When I got back to my parents' house it was still early, so I went for a walk. The day before, I'd gone down to the creek with a friend to walk in the woods, and it was lovely. I thought about heading down there again, but then I looked down the block, why not? I could walk right in the neighborhood, right from the house.
This is the house that my parent's bought in 1967, a few months before I was born. It's where I lived for my first 18 years. It's the house I came home to after I was born, the house I left from to be married, the house that holds so much.
I walked the route I took as a child to and from elementary school every day. We neighbor kids walked a half mile there and back, snow, sun, rain. My mom worked, there was no ride to be had. Over those seven years, Kindergarten through sixth grade, I walked this route and day dreamed held long internal dialogues--it was the meditation of my childhood.
So I set out in the pink light, the air already full of what would become a sultry summer day. As I walked past houses, I could see the people who had lived there, see the front room, see the tv room, the family room, the unfinished basement. Images flashed before my eyes.
Here was where the girl who gave me the big doll lived; they had a game shelf downstairs. Here was the house with the poodle where I'd go and sit with my friend while her parents were at Swedish Dancing and we'd watch The Love Boat and Fantasy Island and eat too much candy. Here was the house that had the house fire when I was five, I remember seeing the smoke pouring out of that back door. Here's the house that they built after they took out my little woods, and where I spent weeks and weeks playing the same monopoly game with my friend--we had to invent a check writing system to keep playing.
I walked past, surprised that people were watering flowers in the yard.

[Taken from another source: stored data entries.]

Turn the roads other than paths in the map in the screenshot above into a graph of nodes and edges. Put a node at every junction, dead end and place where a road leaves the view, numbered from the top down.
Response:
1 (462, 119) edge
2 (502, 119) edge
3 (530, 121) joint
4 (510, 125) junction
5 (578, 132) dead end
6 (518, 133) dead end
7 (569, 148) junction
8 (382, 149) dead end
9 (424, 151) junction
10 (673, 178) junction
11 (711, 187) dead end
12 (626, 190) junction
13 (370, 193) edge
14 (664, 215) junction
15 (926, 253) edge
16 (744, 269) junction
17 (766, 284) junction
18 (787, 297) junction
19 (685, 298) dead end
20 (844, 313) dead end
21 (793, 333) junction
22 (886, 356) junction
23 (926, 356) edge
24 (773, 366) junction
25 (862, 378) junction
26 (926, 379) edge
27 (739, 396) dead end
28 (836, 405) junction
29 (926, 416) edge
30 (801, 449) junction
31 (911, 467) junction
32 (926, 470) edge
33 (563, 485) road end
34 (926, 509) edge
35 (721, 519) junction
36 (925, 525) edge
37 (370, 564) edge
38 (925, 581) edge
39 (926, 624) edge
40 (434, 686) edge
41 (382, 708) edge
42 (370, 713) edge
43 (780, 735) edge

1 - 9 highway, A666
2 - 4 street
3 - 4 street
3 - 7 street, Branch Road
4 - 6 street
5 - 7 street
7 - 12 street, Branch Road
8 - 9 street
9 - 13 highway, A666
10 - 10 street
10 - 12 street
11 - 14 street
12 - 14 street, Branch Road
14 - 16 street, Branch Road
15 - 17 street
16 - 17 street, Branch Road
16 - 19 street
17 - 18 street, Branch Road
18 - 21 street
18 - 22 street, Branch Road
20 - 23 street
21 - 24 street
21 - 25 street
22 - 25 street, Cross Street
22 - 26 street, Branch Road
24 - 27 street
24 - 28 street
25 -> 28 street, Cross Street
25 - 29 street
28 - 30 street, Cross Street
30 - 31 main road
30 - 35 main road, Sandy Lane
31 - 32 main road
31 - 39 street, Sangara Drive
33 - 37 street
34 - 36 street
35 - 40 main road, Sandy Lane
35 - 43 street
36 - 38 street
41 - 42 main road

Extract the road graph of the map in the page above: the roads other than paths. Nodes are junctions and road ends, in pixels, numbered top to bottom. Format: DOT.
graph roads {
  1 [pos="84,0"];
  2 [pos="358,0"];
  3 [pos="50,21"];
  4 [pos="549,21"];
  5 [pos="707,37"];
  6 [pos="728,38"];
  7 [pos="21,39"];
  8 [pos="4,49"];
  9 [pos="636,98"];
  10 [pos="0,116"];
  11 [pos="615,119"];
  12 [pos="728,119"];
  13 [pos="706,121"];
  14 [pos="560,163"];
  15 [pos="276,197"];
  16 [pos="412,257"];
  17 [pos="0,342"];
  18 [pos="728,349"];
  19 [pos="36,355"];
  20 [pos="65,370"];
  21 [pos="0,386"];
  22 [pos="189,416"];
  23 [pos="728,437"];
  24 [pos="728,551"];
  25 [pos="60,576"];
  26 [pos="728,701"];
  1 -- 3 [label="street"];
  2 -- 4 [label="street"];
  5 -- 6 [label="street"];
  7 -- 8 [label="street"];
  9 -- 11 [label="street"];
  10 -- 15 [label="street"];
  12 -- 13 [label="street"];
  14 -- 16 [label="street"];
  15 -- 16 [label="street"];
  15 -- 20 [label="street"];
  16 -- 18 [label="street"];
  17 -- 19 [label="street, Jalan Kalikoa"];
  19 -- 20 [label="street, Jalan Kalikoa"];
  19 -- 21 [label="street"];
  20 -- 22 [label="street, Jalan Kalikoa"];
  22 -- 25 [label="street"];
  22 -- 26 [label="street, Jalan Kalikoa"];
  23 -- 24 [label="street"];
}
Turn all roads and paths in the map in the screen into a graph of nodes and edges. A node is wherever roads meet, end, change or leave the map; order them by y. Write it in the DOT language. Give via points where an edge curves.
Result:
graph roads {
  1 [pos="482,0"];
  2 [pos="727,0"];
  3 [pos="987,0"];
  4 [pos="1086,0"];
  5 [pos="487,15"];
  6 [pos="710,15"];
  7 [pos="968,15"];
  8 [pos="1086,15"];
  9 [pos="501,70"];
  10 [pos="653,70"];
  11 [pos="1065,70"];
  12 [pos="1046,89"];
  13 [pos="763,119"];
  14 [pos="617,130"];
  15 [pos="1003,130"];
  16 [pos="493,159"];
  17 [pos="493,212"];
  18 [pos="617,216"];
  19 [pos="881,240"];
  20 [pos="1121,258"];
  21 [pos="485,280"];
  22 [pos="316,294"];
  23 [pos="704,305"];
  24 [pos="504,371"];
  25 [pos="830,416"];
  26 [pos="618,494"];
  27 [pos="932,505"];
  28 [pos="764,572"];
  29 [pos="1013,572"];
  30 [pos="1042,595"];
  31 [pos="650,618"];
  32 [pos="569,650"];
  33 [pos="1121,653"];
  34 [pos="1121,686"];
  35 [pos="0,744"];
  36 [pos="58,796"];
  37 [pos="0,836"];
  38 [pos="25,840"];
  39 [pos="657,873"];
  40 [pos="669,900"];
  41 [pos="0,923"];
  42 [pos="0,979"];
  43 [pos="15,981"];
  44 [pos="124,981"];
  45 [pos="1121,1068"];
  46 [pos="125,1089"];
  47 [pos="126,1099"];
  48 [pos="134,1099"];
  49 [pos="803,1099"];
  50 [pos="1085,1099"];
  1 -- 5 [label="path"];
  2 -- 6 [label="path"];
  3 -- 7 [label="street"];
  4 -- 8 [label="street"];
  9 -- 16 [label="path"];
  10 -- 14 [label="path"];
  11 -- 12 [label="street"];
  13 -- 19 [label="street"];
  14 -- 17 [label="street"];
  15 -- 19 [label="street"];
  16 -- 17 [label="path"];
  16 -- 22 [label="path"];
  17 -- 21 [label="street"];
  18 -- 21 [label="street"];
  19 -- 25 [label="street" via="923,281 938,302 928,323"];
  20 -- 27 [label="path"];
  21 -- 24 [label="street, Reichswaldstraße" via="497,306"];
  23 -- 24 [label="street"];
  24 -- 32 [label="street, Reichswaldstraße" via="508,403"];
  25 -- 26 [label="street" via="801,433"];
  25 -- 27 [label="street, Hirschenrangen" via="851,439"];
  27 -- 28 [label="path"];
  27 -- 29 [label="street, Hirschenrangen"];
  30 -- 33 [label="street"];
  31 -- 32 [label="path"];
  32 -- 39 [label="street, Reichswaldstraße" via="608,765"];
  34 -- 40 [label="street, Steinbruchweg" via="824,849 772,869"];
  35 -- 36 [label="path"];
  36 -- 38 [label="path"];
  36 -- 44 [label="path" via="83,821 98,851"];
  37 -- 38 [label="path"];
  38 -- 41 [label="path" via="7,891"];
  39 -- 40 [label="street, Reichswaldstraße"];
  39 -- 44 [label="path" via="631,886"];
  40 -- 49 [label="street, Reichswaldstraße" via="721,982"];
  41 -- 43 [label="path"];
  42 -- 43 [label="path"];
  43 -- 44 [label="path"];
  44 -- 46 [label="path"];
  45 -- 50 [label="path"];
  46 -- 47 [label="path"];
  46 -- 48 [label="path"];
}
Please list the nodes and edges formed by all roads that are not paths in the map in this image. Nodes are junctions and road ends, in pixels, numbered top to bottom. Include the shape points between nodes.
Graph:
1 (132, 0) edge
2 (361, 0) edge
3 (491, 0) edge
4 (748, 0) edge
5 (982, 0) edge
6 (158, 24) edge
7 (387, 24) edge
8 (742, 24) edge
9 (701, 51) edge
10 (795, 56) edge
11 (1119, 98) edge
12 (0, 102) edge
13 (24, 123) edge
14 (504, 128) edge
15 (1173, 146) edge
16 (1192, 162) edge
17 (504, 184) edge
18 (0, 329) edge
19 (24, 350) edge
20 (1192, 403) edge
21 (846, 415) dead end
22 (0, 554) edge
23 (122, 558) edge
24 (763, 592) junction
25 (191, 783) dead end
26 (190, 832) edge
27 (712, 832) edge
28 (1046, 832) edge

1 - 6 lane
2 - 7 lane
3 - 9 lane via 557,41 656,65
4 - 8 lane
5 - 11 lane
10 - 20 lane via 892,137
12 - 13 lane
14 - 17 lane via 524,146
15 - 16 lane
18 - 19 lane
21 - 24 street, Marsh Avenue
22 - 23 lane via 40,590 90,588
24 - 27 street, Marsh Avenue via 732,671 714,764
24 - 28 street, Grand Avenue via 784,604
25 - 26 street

This isn't a house where people live, it's a house where the past happened.
The elementary school I went to is long gone, but it's grounds are the same. The hill we were playing on when the tornado sirens went off, the warming house we would huddle in between ice skating stints on cold, cold nights. The sidewalks, the same ones we walked.
I'm in a funny spot; my middle son just back from his "leaving childhood behind" Coming of Age trip, my oldest turing 18, youngest turning 13. It's a turning point. A time to stop and notice things a little.
This is the song that went through my head as I walked. My father is still alive, thankfully, but the rest fits. Where is this place trying to take me?
Slipping Through My Fist
by David Wilcox
It is downhill all the way to the ocean,
so of course the river always wants to flow.
The river's been here longer,
it's older and stronger and knows where to go,
and I was wondering where the river's
trying to take me
overnight, if I never did resist,
what strange breezes make a sailor want to
let it come to this,
with lines untied, slipping through my fist.
This is where I played as a baby.
This is where I ran as a child.
This is where my dad took the last breath he had,
and smiled.
I guess I'm wondering
where this place is trying to take me
overnight, if I never did resist, and
what strange breezes make a sailor want to
let it come to this,
with lines untied, slipping through my fist.
Really, I thought this was supposed to be HIS Coming of Age Journey, not mine. Guess you just never know, you just never know.
1 comment:
This brought tears to my eyes as I read about this journey you are on. It is familiar to situations in my life right now. Thank you for sharing.